Collected data:
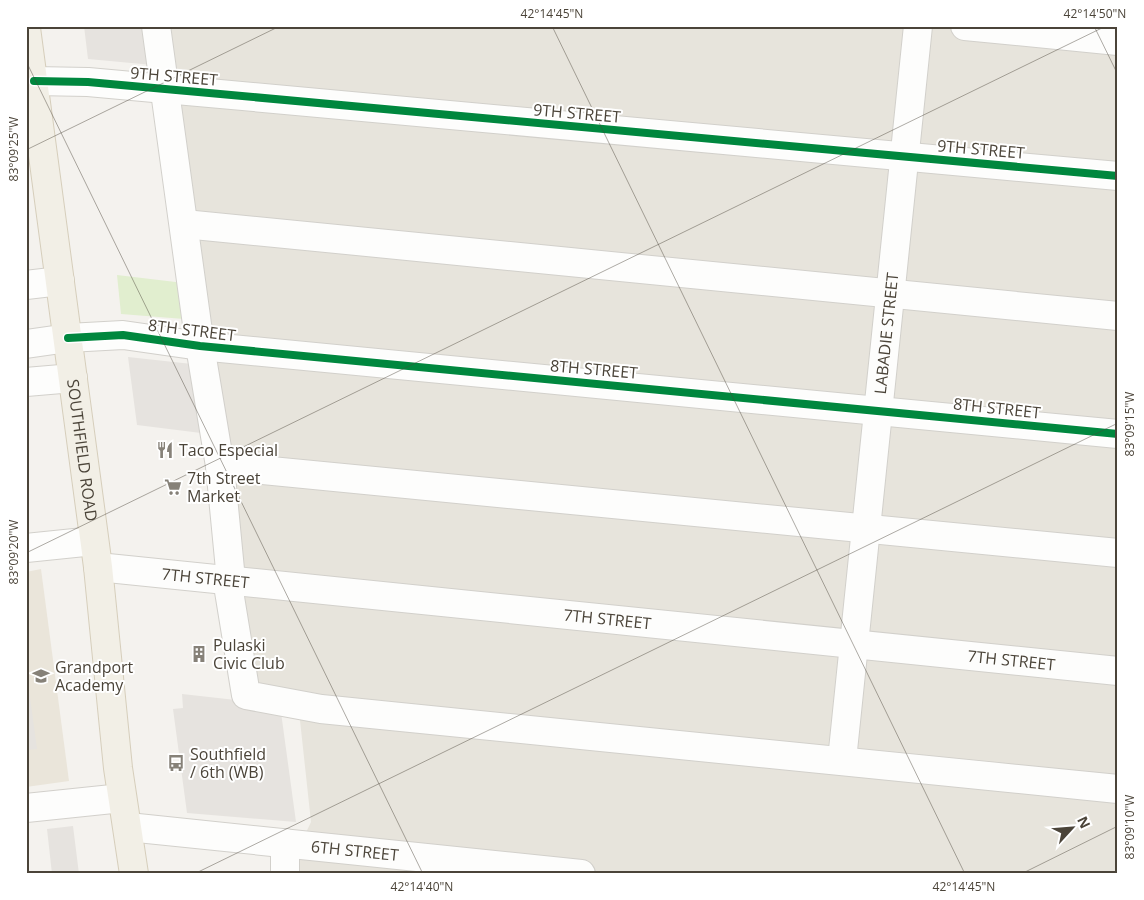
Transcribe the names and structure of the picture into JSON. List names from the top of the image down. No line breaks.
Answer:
{"streets":{"main road":["SOUTHFIELD ROAD"],"street":["9TH STREET","8TH STREET","LABADIE STREET","7TH STREET","6TH STREET"]},"crossings":[["9TH STREET","LABADIE STREET"],["9TH STREET","SOUTHFIELD ROAD"],["8TH STREET","LABADIE STREET"],["8TH STREET","SOUTHFIELD ROAD"],["LABADIE STREET","7TH STREET"],["SOUTHFIELD ROAD","7TH STREET"],["SOUTHFIELD ROAD","6TH STREET"]],"places":{"restaurant":["Taco Especial"],"supermarket":["7th Street Market"],"building":["Pulaski Civic Club"],"school or university":["Grandport Academy"],"bus stop":["Southfield / 6th (WB)"]},"north":"top right","coordinates":["42°14'45\"N","42°14'50\"N","83°09'25\"W","83°09'15\"W","83°09'20\"W","83°09'10\"W","42°14'40\"N"]}
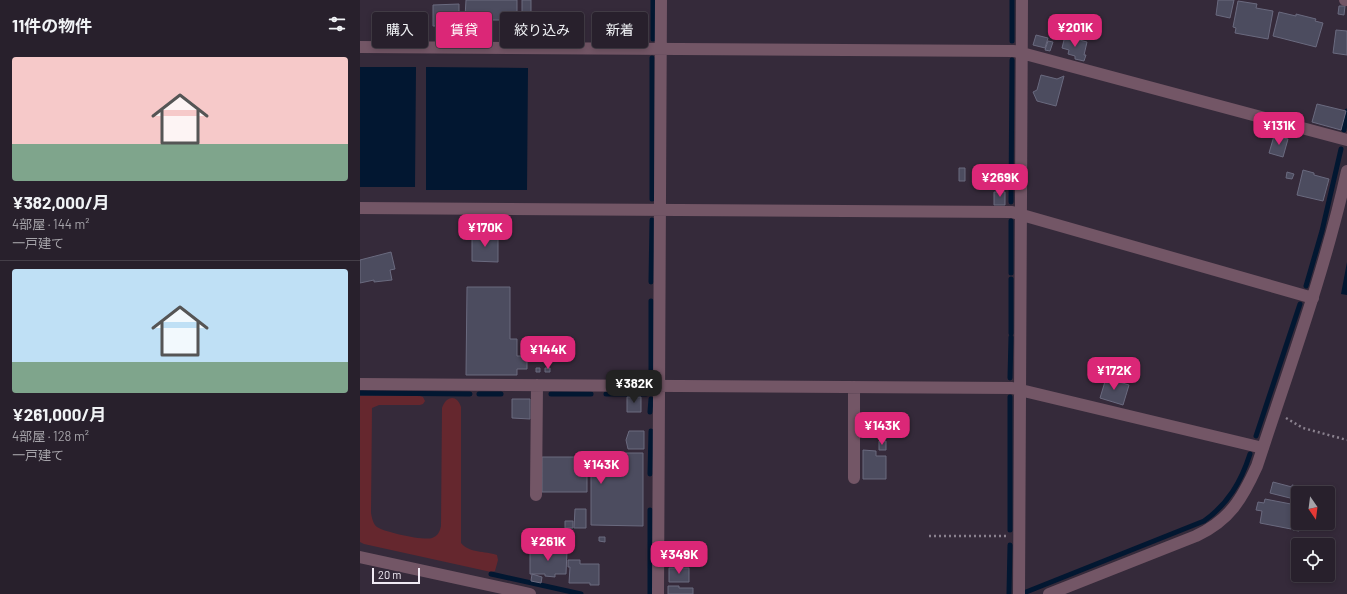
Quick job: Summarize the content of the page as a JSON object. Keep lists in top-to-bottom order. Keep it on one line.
{"scale_bar":"20 m","north":"bottom","page":{"heading":"11件の物件","chip":["購入","賃貸","絞り込み","新着"],"price":["¥201K","¥131K","¥269K","¥170K","¥144K","¥172K","¥382K","¥143K","¥143K","¥261K","¥349K"],"list":[{"name":"¥382,000/月","note":"4部屋 · 144 m² · 一戸建て"},{"name":"¥261,000/月","note":"4部屋 · 128 m² · 一戸建て"}],"scale":"20 m"}}
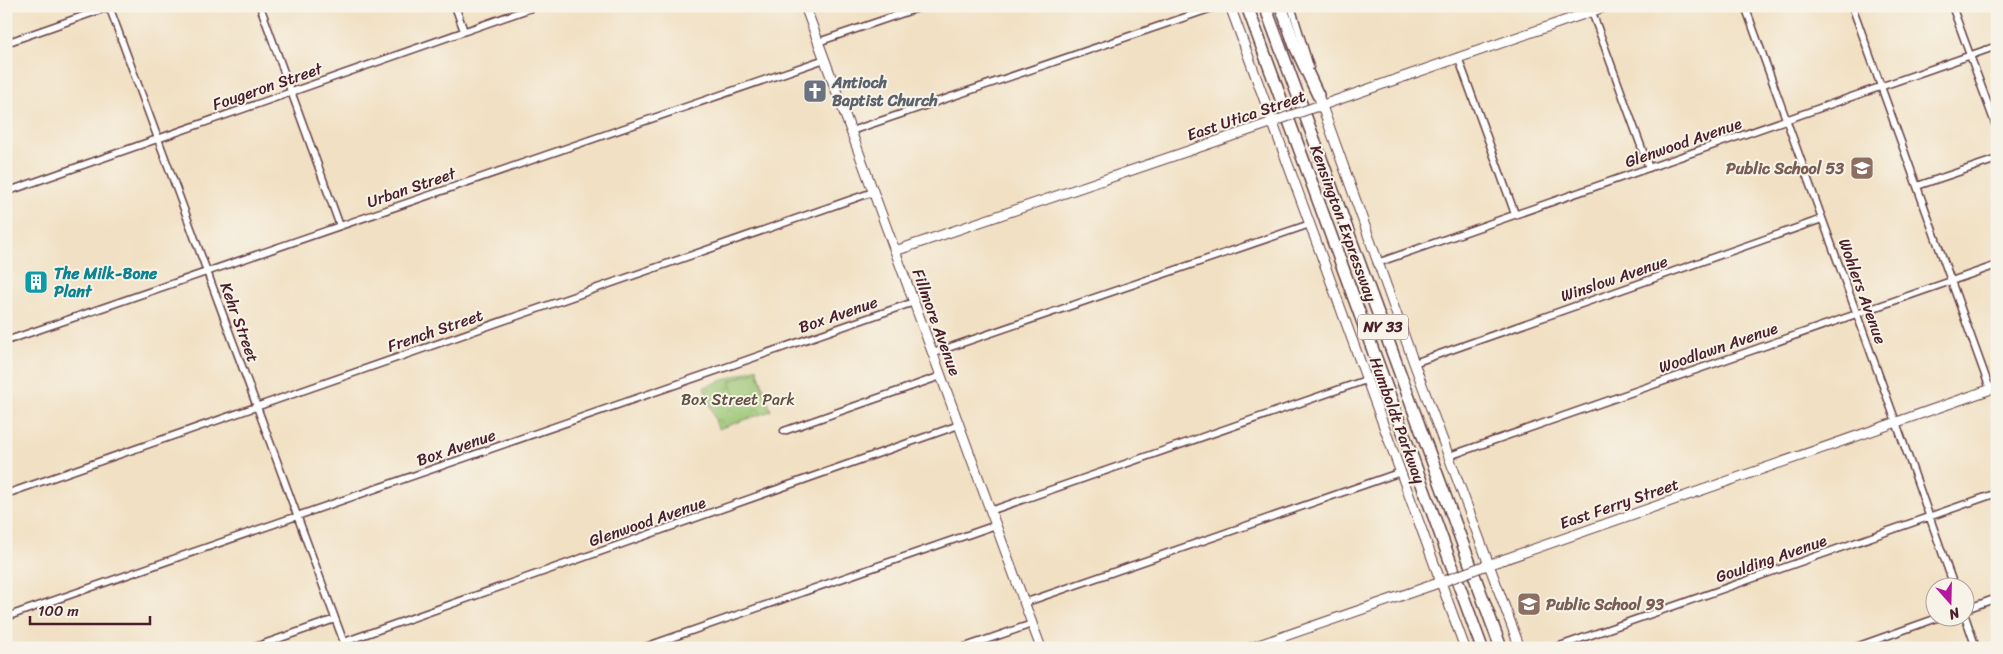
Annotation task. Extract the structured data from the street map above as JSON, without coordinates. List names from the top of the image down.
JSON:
{
  "streets": {
    "highway": ["Kensington Expressway", "NY 33"],
    "street": [
      "Fougeron Street",
      "East Utica Street",
      "Glenwood Avenue",
      "Urban Street",
      "Winslow Avenue",
      "Wohlers Avenue",
      "Box Avenue",
      "Kehr Street",
      "Fillmore Avenue",
      "French Street",
      "Woodlawn Avenue",
      "Humboldt Parkway",
      "East Ferry Street",
      "Goulding Avenue"
    ]
  },
  "crossings": [
    ["Fougeron Street", "Kehr Street"],
    ["East Utica Street", "Fillmore Avenue"],
    ["East Utica Street", "Humboldt Parkway"],
    ["Glenwood Avenue", "Wohlers Avenue"],
    ["Glenwood Avenue", "Kehr Street"],
    ["Glenwood Avenue", "Fillmore Avenue"],
    ["Urban Street", "Kehr Street"],
    ["Urban Street", "Fillmore Avenue"],
    ["Winslow Avenue", "Wohlers Avenue"],
    ["Wohlers Avenue", "Woodlawn Avenue"],
    ["Wohlers Avenue", "East Ferry Street"],
    ["Wohlers Avenue", "Goulding Avenue"],
    ["Box Avenue", "Kehr Street"],
    ["Box Avenue", "Fillmore Avenue"],
    ["Kehr Street", "French Street"],
    ["Fillmore Avenue", "French Street"],
    ["Humboldt Parkway", "East Ferry Street"]
  ],
  "parks": ["Box Street Park"],
  "places": {
    "church": ["Antioch Baptist Church"],
    "school or university": ["Public School 53", "Public School 93"],
    "building": ["The Milk-Bone Plant"]
  },
  "scale_bar": "100 m",
  "north": "bottom"
}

WHAT TO DO |
Your task is to set down the records shown above exactly, minus any pictures.

PROBLEM SOLUTION |
Transcribe the names and structure of the picture into JSON. List names from the top of the image down. No line breaks.
Answer:
{"streets":{"main road":["SOUTHFIELD ROAD"],"street":["9TH STREET","8TH STREET","LABADIE STREET","7TH STREET","6TH STREET"]},"crossings":[["9TH STREET","LABADIE STREET"],["9TH STREET","SOUTHFIELD ROAD"],["8TH STREET","LABADIE STREET"],["8TH STREET","SOUTHFIELD ROAD"],["LABADIE STREET","7TH STREET"],["SOUTHFIELD ROAD","7TH STREET"],["SOUTHFIELD ROAD","6TH STREET"]],"places":{"restaurant":["Taco Especial"],"supermarket":["7th Street Market"],"building":["Pulaski Civic Club"],"school or university":["Grandport Academy"],"bus stop":["Southfield / 6th (WB)"]},"north":"top right","coordinates":["42°14'45\"N","42°14'50\"N","83°09'25\"W","83°09'15\"W","83°09'20\"W","83°09'10\"W","42°14'40\"N"]}
Quick job: Summarize the content of the page as a JSON object. Keep lists in top-to-bottom order. Keep it on one line.
{"scale_bar":"20 m","north":"bottom","page":{"heading":"11件の物件","chip":["購入","賃貸","絞り込み","新着"],"price":["¥201K","¥131K","¥269K","¥170K","¥144K","¥172K","¥382K","¥143K","¥143K","¥261K","¥349K"],"list":[{"name":"¥382,000/月","note":"4部屋 · 144 m² · 一戸建て"},{"name":"¥261,000/月","note":"4部屋 · 128 m² · 一戸建て"}],"scale":"20 m"}}
Annotation task. Extract the structured data from the street map above as JSON, without coordinates. List names from the top of the image down.
JSON:
{
  "streets": {
    "highway": ["Kensington Expressway", "NY 33"],
    "street": [
      "Fougeron Street",
      "East Utica Street",
      "Glenwood Avenue",
      "Urban Street",
      "Winslow Avenue",
      "Wohlers Avenue",
      "Box Avenue",
      "Kehr Street",
      "Fillmore Avenue",
      "French Street",
      "Woodlawn Avenue",
      "Humboldt Parkway",
      "East Ferry Street",
      "Goulding Avenue"
    ]
  },
  "crossings": [
    ["Fougeron Street", "Kehr Street"],
    ["East Utica Street", "Fillmore Avenue"],
    ["East Utica Street", "Humboldt Parkway"],
    ["Glenwood Avenue", "Wohlers Avenue"],
    ["Glenwood Avenue", "Kehr Street"],
    ["Glenwood Avenue", "Fillmore Avenue"],
    ["Urban Street", "Kehr Street"],
    ["Urban Street", "Fillmore Avenue"],
    ["Winslow Avenue", "Wohlers Avenue"],
    ["Wohlers Avenue", "Woodlawn Avenue"],
    ["Wohlers Avenue", "East Ferry Street"],
    ["Wohlers Avenue", "Goulding Avenue"],
    ["Box Avenue", "Kehr Street"],
    ["Box Avenue", "Fillmore Avenue"],
    ["Kehr Street", "French Street"],
    ["Fillmore Avenue", "French Street"],
    ["Humboldt Parkway", "East Ferry Street"]
  ],
  "parks": ["Box Street Park"],
  "places": {
    "church": ["Antioch Baptist Church"],
    "school or university": ["Public School 53", "Public School 93"],
    "building": ["The Milk-Bone Plant"]
  },
  "scale_bar": "100 m",
  "north": "bottom"
}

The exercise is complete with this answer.